I would like to reiterate that this is by no means an endorsement of the plans of the current Yeshivah Trustees and the model set out by the Yeshivah Governance Review Panel. The current Trustees cannot be involved in the ongoing leadership of the Centre in any way, shape or form – not now and not in the future. They have proven, time and again, that they are unfit to be involved and they must leave, as they claimed they would.
At this point, it is clear that there is nobody within the Yeshivah/Chabad community who is capable of running Yeshivah and there is no good plan on the table. Therefore it seems clear to me that the best alternative would be for the Yeshivah Centre to be handed over to external administrators.
24 Shevat 5776
3 February 2016
To the Members (Trustees) of the Yeshivah Centre Associations
It has been brought to my attention that my letter, of January 28, was regretfully misinterpreted and distorted.
It was not our intent to interfere with the important restructuring process that you are engaged in. The Yeshivah Centre carries its own management responsibilities, and, as such, has the authority to determine what is necessary and what is best for the institution. We commend and support the great efforts which you have made to ensure the physical safety and spiritual welfare of the children who attend Yeshivah Centre, which is the paramount concern of any educational institution.
The purpose of our letter was to offer Merkos’ guidance in guaranteeing that the spiritual standards of Chabad-Lubavitch are maintained and safeguarded.
We believe that it is possible to preserve the essential spiritual standards and character of Chabad-Lubavitch without impeding the restructuring process that you have initiated and look forward to further engaging with you on this matter.
I hope and pray that the process will be crowned with success, and that the Yeshivah Centre and its students will flourish and grow in keeping with the Rebbe’s teachings and the ethos of Chabad-Lubavitch.
Rabbi Yehuda Krinsky
On behalf of the Board of Directors
Merkos L’Inyonei Chinuch
Chabad Lubavitch World Headquarters
25 Shvat 5776
On 20 January 2016, the Yeshivah Governance Review Panel, appointed by the current Trustees, publicly released their recommended proposed future (re)structure of the Yeshivah Centre.
Media coverage over the last 24 hours has highlighted a letter dated 28 January 2016, subsequently sent from Merkos L’Inyonei Chinuch (Merkos) at Chabad - Lubavitch World Headquarters in New York, to the current Trustees of the Yeshivah Centre.
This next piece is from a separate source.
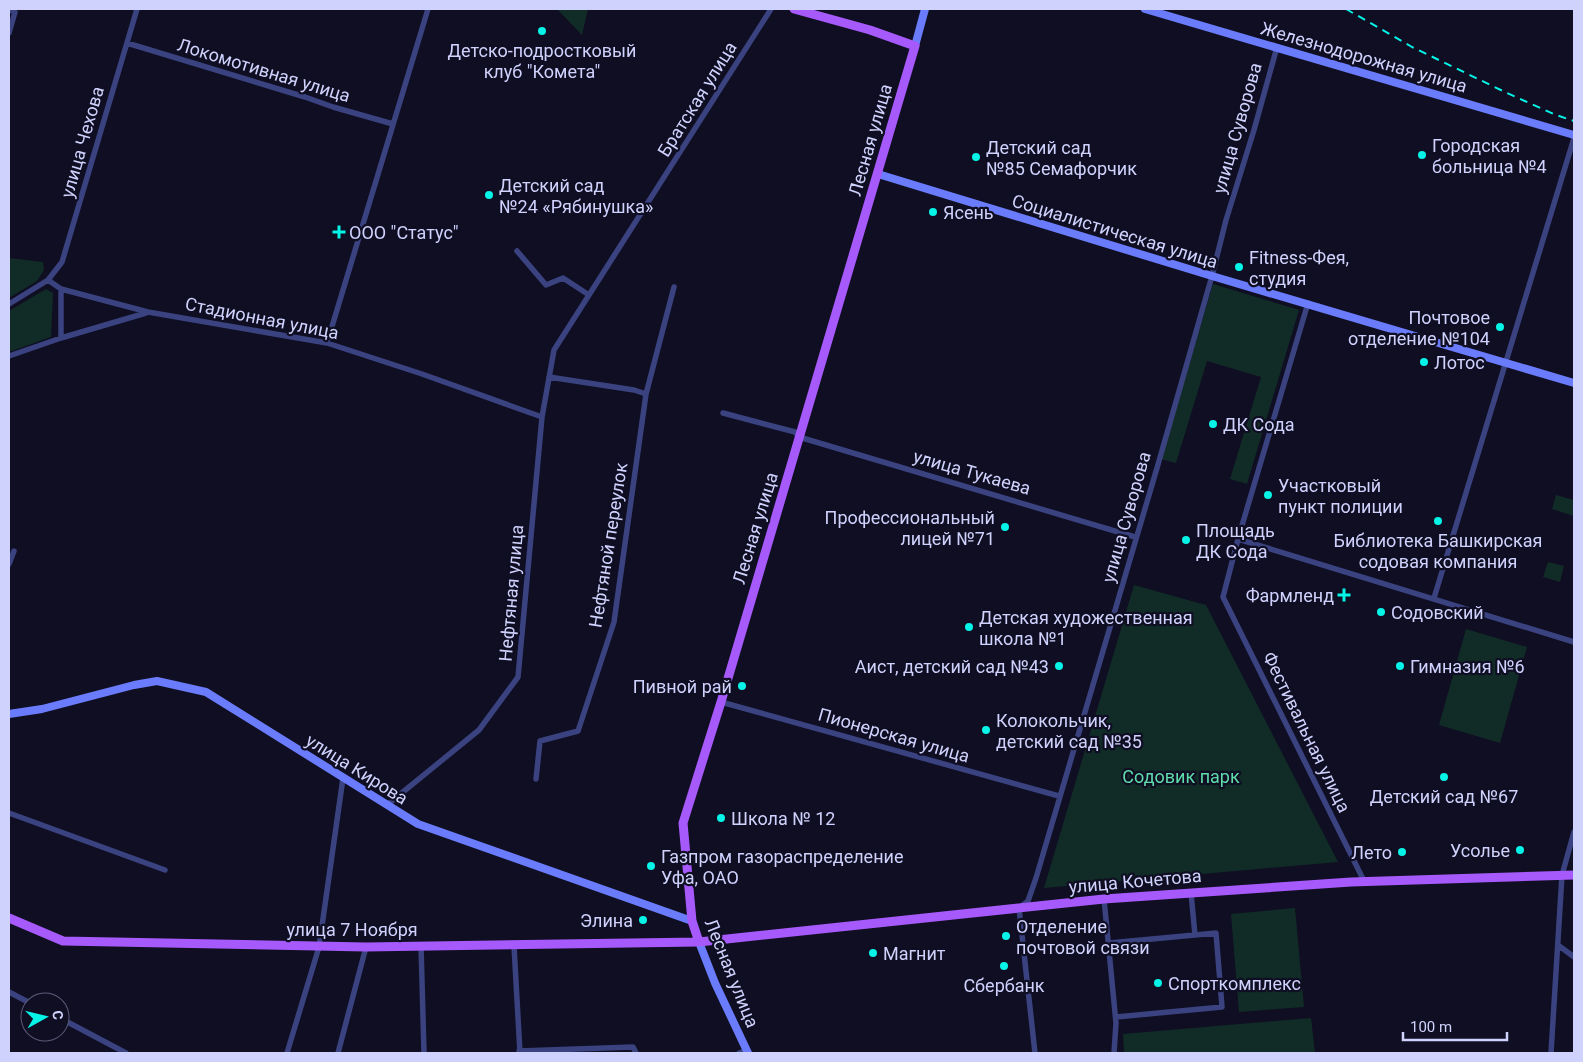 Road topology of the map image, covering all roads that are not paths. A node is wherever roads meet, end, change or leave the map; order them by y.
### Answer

Numerous stakeholders from the Yeshivah Centre addressed Merkos L’Inyonei Chinuch with substantive expressions of concern regarding recommendations and objectives outlined within the proposed structure.
The position Merkos detailed in their letter to the Trustees is directed to enshrining the Orthodox Jewish nature and Chassidic philosophical ethos of the Yeshivah Centre, and to this end requested that no further steps be taken by the current Trustees to formalise the process until this matter was resolved.
This input by Merkos is welcomed by many in the Yeshivah community.
Additionally, many Yeshivah Centre stakeholders are concerned that the proposed structure contemplates an ongoing role and influence of the current Trustees. This is so notwithstanding that these Trustees have previously undertaken publicly to resign.
Community expectation has been that a year following the Royal Commission, meaningful community participation in the future management and administration of the Yeshivah Centre, good governance and transparency would be facilitated.